Out of sight of the camp, the wolf's form fluxed; it turned back into Magnus. He slipped from trunk to trunk until he could see the camp clearly through a screen of branches, waited until Rod and Modwis were both facing the other way, then stepped out where Fess could see him, and waved. The great black horse lifted its head, and Magnus nodded, then stepped back into cover, satisfied that his father's other guardian knew of his own presence. He leaned back against a trunk and reached into his pouch for some dried beef. It wasn't going to be much of a dinner, but he didn't intend to let Papa out of his sight. Like father, like son—only now, it was Magnus's turn to be overprotective.
Rod lay awake, listening to Modwis's deep, even breathing, and trying to imitate it. He kept telling himself he was being silly, that there was no way Magnus could come to harm. Nonetheless, he knew there was equally no way he was going to sleep until the wolf came back. He'd even saved him some stew, too…
Then he realized that the shimmering through the trees wasn't all moonlight.
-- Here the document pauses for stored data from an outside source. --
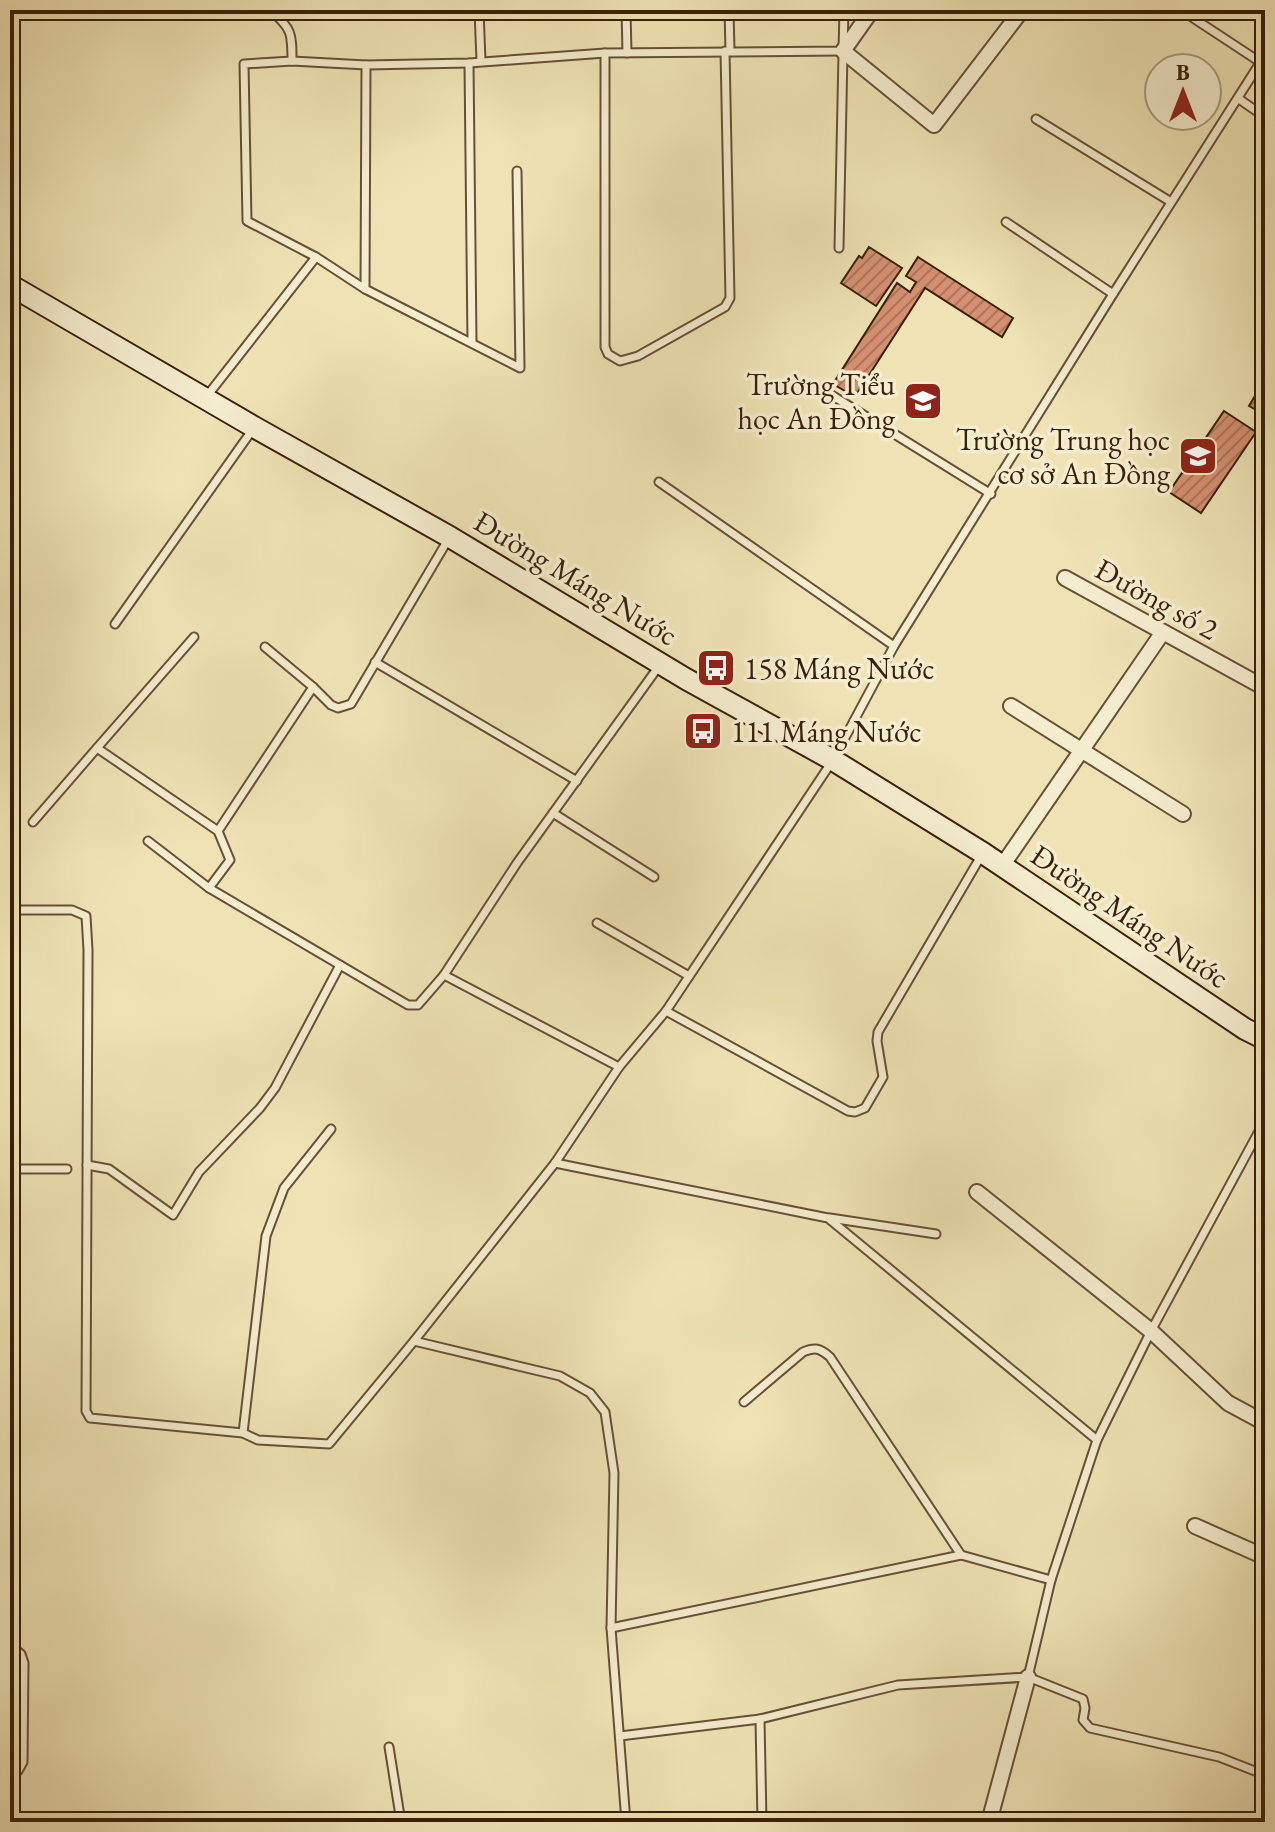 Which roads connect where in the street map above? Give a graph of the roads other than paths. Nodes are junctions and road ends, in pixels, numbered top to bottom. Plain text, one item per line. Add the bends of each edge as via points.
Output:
1 (270, 10) edge
2 (479, 10) edge
3 (626, 10) edge
4 (729, 10) edge
5 (844, 10) edge
6 (872, 10) edge
7 (1022, 10) edge
8 (1181, 10) edge
9 (727, 51) junction
10 (843, 51) junction
11 (605, 53) junction
12 (627, 53) junction
13 (1263, 59) edge
14 (292, 61) junction
15 (481, 61) junction
16 (469, 63) junction
17 (366, 65) junction
18 (1239, 99) junction
19 (1265, 117) edge
20 (1036, 119) dead end
21 (517, 171) dead end
22 (1171, 202) junction
23 (1006, 222) dead end
24 (839, 248) dead end
25 (316, 257) junction
26 (10, 285) edge
27 (365, 289) junction
28 (1113, 294) junction
29 (472, 342) junction
30 (817, 386) dead end
31 (205, 398) junction
32 (254, 427) junction
33 (659, 482) dead end
34 (991, 494) junction
35 (450, 537) junction
36 (1065, 578) dead end
37 (115, 624) dead end
38 (1163, 632) junction
39 (194, 637) dead end
40 (894, 646) junction
41 (265, 647) dead end
42 (375, 662) junction
43 (660, 664) junction
44 (313, 687) junction
45 (1265, 688) edge
46 (1011, 706) dead end
47 (97, 748) junction
48 (1082, 750) junction
49 (833, 760) junction
50 (577, 781) junction
51 (553, 813) junction
52 (1183, 814) dead end
53 (33, 822) dead end
54 (218, 831) junction
55 (148, 841) dead end
56 (983, 853) junction
57 (1002, 866) junction
58 (654, 877) dead end
59 (209, 888) junction
60 (10, 910) edge
61 (597, 923) dead end
62 (340, 965) junction
63 (444, 975) junction
64 (689, 976) junction
65 (666, 1011) junction
66 (1265, 1039) edge
67 (619, 1067) junction
68 (1265, 1120) edge
69 (331, 1129) dead end
70 (555, 1163) junction
71 (87, 1165) junction
72 (10, 1169) edge
73 (67, 1169) dead end
74 (977, 1192) dead end
75 (828, 1218) junction
76 (936, 1234) dead end
77 (1151, 1331) junction
78 (414, 1341) junction
79 (744, 1402) dead end
80 (1265, 1423) edge
81 (243, 1433) junction
82 (1097, 1440) junction
83 (1195, 1526) dead end
84 (961, 1555) junction
85 (1265, 1557) edge
86 (1051, 1580) junction
87 (611, 1628) junction
88 (10, 1645) edge
89 (1028, 1677) junction
90 (760, 1719) junction
91 (620, 1736) junction
92 (389, 1747) dead end
93 (1265, 1775) edge
94 (10, 1776) edge
95 (401, 1822) edge
96 (626, 1822) edge
97 (762, 1822) edge
98 (989, 1822) edge

1 - 14 lane via 290,32
2 - 15 lane
3 - 12 lane
4 - 9 lane
5 - 10 lane
6 - 10 street
7 - 10 street via 934,125
8 - 13 lane
9 - 10 lane
9 - 11 lane via 730,298 725,307 620,361 605,347
9 - 12 lane
10 - 24 lane
11 - 12 lane
11 - 15 lane
13 - 18 lane
14 - 17 lane
14 - 25 lane via 244,64 247,221
15 - 16 lane
16 - 17 lane
16 - 29 lane
17 - 27 lane
18 - 19 lane
18 - 22 lane
20 - 22 lane
21 - 29 lane via 520,368
22 - 28 lane
23 - 28 lane
25 - 27 lane
25 - 31 lane
26 - 31 main road, Đường Máng Nước
27 - 29 lane
28 - 34 lane
30 - 34 lane
31 - 32 main road, Đường Máng Nước
32 - 35 main road, Đường Máng Nước
32 - 37 lane
33 - 40 lane
34 - 40 lane
35 - 42 lane
35 - 43 main road, Đường Máng Nước
36 - 38 street, Đường số 2
38 - 45 street, Đường số 2
38 - 48 street
39 - 47 lane
40 - 49 lane
41 - 44 lane
42 - 44 lane via 345,707 331,705
42 - 50 lane
43 - 49 main road, Đường Máng Nước
43 - 50 lane
44 - 54 lane
46 - 48 street
47 - 53 lane
47 - 54 lane
48 - 52 street
48 - 57 street
49 - 56 main road, Đường Máng Nước
49 - 64 lane
50 - 51 lane
51 - 58 lane
51 - 63 lane
54 - 59 lane via 230,860
55 - 59 lane
56 - 57 main road, Đường Máng Nước
56 - 65 lane via 878,1032 883,1077 860,1111 848,1111
57 - 66 main road, Đường Máng Nước
59 - 62 lane
60 - 71 lane via 72,910 86,916
61 - 64 lane
62 - 63 lane via 408,1005 418,1005
62 - 71 lane via 275,1088 199,1172 173,1215 109,1169
63 - 67 lane
64 - 65 lane
65 - 67 lane
67 - 70 lane
68 - 77 lane
69 - 81 lane via 284,1188 273,1212 261,1268
70 - 75 lane
70 - 78 lane
71 - 81 lane via 90,1418
72 - 73 lane
74 - 77 street
75 - 76 lane
75 - 82 lane
77 - 80 street via 1228,1403
77 - 82 lane
78 - 81 lane via 329,1444 258,1440
78 - 87 lane via 560,1376 590,1393 605,1412 614,1473
79 - 84 lane via 803,1352 822,1350
82 - 86 lane
83 - 85 street
84 - 86 lane
84 - 87 lane
86 - 89 lane
87 - 91 lane
88 - 94 lane via 24,1663 23,1762
89 - 90 lane via 898,1685
89 - 93 lane via 1083,1699 1083,1720 1090,1728 1219,1757
89 - 98 street
90 - 91 lane
90 - 97 lane
91 - 96 lane
92 - 95 lane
He tensed even more, staring off toward the south, weighing his worry about Magnus against the possibility that the boy might have run afoul of whatever was shedding that eldritch light—and wishing heartily that his son had not insisted on coming along into the wild.
He finally decided that knowledge was better than worry. If Magnus came back while he was gone, Modwis would waken to take care of the lad—assuming the wolf disguise didn't bother him too much. Even if it did, there was always Fess. "I'm going to investigate that light," Rod murmured to the robot-horse. "Stay here and take care of the 'wolf,' will you?"
"Rod—the only light is that of the moon."
Rod shook his head. "No. I thought so, too, but I took a closer look, and there's another kind. It looks like moon-light, yes, but it's different. Hold the fort, Fess." And he slipped off into the forest.
The robot hung poised between obedience and concern for his owner—but Rod had ordered him to stay, and there was no sign of an external threat, only Rod's own hallucination…
Which could be dangerous enough; but Rod had given an order. Fess heaved white noise and settled himself to wait—but he opened the channel to Rod's maxillary microphone, and boosted the gain.
Magnus's head nodded heavily, and the jerk woke him from his doze. Blinking, he glanced toward the campfire—
And saw Rod's bedroll empty.
Instantly, the boy was alert. He scanned the campsite and saw Rod slipping into the trees on the far side. Magnus pulled himself together and set off around the clearing, being careful where he stepped, moving almost silently through the winter wood.
He was a quarter of the way around when something hard and blunt cracked into his skull just behind the ear, and he dropped, senseless.